PROBLEM TO SOLVE >>
Copy each line of the records that contains the word "Krohgs".
-=-=-
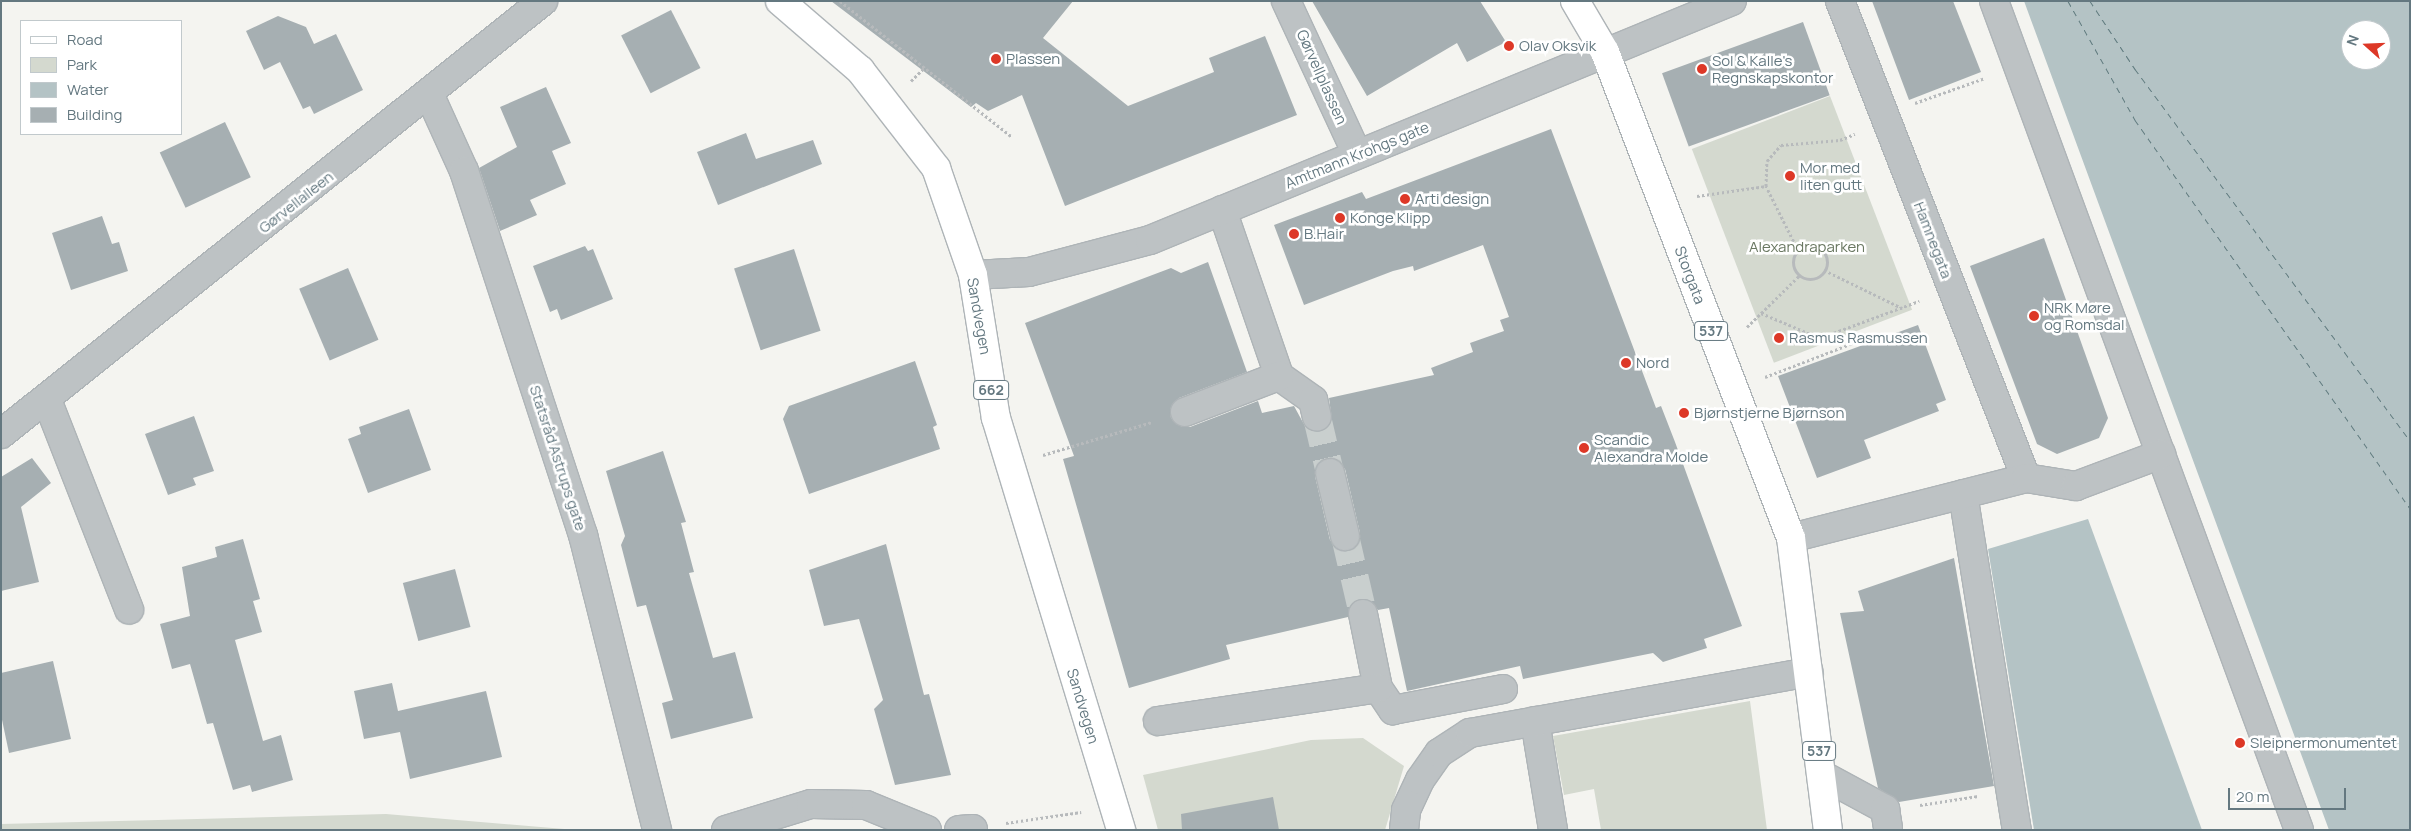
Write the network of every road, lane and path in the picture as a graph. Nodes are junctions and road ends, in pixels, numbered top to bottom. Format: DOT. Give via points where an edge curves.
graph roads {
  1 [pos="543,1"];
  2 [pos="780,1"];
  3 [pos="840,1"];
  4 [pos="1286,1"];
  5 [pos="1576,1"];
  6 [pos="1732,1"];
  7 [pos="1840,1"];
  8 [pos="1994,1"];
  9 [pos="1605,52"];
  10 [pos="2018,66"];
  11 [pos="925,67"];
  12 [pos="909,83"];
  13 [pos="430,96"];
  14 [pos="1887,122"];
  15 [pos="1012,137"];
  16 [pos="1840,140"];
  17 [pos="1357,154"];
  18 [pos="1766,186"];
  19 [pos="1694,196"];
  20 [pos="1222,210"];
  21 [pos="1798,250"];
  22 [pos="1824,270"];
  23 [pos="973,275"];
  24 [pos="1800,275"];
  25 [pos="1952,287"];
  26 [pos="1902,308"];
  27 [pos="1762,313"];
  28 [pos="1745,329"];
  29 [pos="1853,343"];
  30 [pos="1279,376"];
  31 [pos="1764,378"];
  32 [pos="47,400"];
  33 [pos="1185,412"];
  34 [pos="1317,417"];
  35 [pos="1,434"];
  36 [pos="2161,454"];
  37 [pos="1038,457"];
  38 [pos="1330,473"];
  39 [pos="2026,478"];
  40 [pos="1963,494"];
  41 [pos="1346,536"];
  42 [pos="1791,538"];
  43 [pos="129,609"];
  44 [pos="1364,614"];
  45 [pos="1810,672"];
  46 [pos="1378,688"];
  47 [pos="1503,689"];
  48 [pos="1158,721"];
  49 [pos="1536,721"];
  50 [pos="1822,775"];
  51 [pos="1117,818"];
  52 [pos="1888,828"];
  53 [pos="966,829"];
  54 [pos="657,830"];
  55 [pos="726,830"];
  56 [pos="927,830"];
  57 [pos="1404,830"];
  58 [pos="1553,830"];
  59 [pos="1828,830"];
  60 [pos="2017,830"];
  61 [pos="2299,830"];
  1 -- 13 [label="street, Gørvellalleen"];
  2 -- 23 [label="main road, Sandvegen / 662" via="860,70 936,168"];
  3 -- 11 [label="path"];
  4 -- 17 [label="street, Gørvellplassen"];
  5 -- 9 [label="main road, Storgata / 537"];
  6 -- 9 [label="street, Amtmann Krohgs gate"];
  7 -- 14 [label="street, Hamnegata"];
  8 -- 10 [label="street"];
  9 -- 17 [label="street, Amtmann Krohgs gate" via="1563,74"];
  9 -- 42 [label="main road, Storgata / 537"];
  10 -- 14 [label="path" via="1912,104"];
  10 -- 36 [label="street"];
  11 -- 12 [label="path"];
  11 -- 15 [label="path"];
  13 -- 32 [label="street, Gørvellalleen"];
  13 -- 54 [label="street, Statsråd Astrups gate" via="464,171 583,535"];
  14 -- 25 [label="street, Hamnegata"];
  16 -- 18 [label="path" via="1781,145 1767,161"];
  17 -- 20 [label="street, Amtmann Krohgs gate"];
  18 -- 19 [label="path"];
  18 -- 21 [label="path"];
  20 -- 23 [label="street, Amtmann Krohgs gate" via="1150,240 1030,272"];
  20 -- 30 [label="street"];
  21 -- 22 [label="path" via="1818,247 1826,255"];
  21 -- 24 [label="path" via="1794,266"];
  22 -- 24 [label="path" via="1810,278"];
  22 -- 26 [label="path"];
  23 -- 51 [label="main road, Sandvegen / 662" via="996,418"];
  24 -- 27 [label="path"];
  25 -- 26 [label="path"];
  25 -- 39 [label="street, Hamnegata"];
  26 -- 27 [label="path" via="1820,338"];
  27 -- 28 [label="path"];
  29 -- 31 [label="path"];
  30 -- 33 [label="street"];
  30 -- 34 [label="street" via="1313,400"];
  32 -- 35 [label="street, Gørvellalleen"];
  32 -- 43 [label="street"];
  33 -- 37 [label="path"];
  36 -- 39 [label="street" via="2076,486"];
  36 -- 61 [label="street"];
  38 -- 41 [label="street"];
  39 -- 40 [label="street"];
  40 -- 42 [label="street"];
  40 -- 60 [label="street"];
  42 -- 45 [label="main road, Storgata / 537"];
  44 -- 46 [label="street"];
  45 -- 49 [label="street"];
  45 -- 50 [label="main road, 537"];
  46 -- 47 [label="street" via="1393,710"];
  46 -- 48 [label="street"];
  49 -- 57 [label="street" via="1470,733 1439,753 1406,810"];
  49 -- 58 [label="street"];
  50 -- 52 [label="street" via="1885,810"];
  50 -- 59 [label="main road, 537"];
  51 -- 53 [label="path"];
  55 -- 56 [label="street" via="810,804 866,805"];
}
-=-=-
ANSWER TO THIS EXERCISE >>
  6 -- 9 [label="street, Amtmann Krohgs gate"];
  9 -- 17 [label="street, Amtmann Krohgs gate" via="1563,74"];
  17 -- 20 [label="street, Amtmann Krohgs gate"];
  20 -- 23 [label="street, Amtmann Krohgs gate" via="1150,240 1030,272"];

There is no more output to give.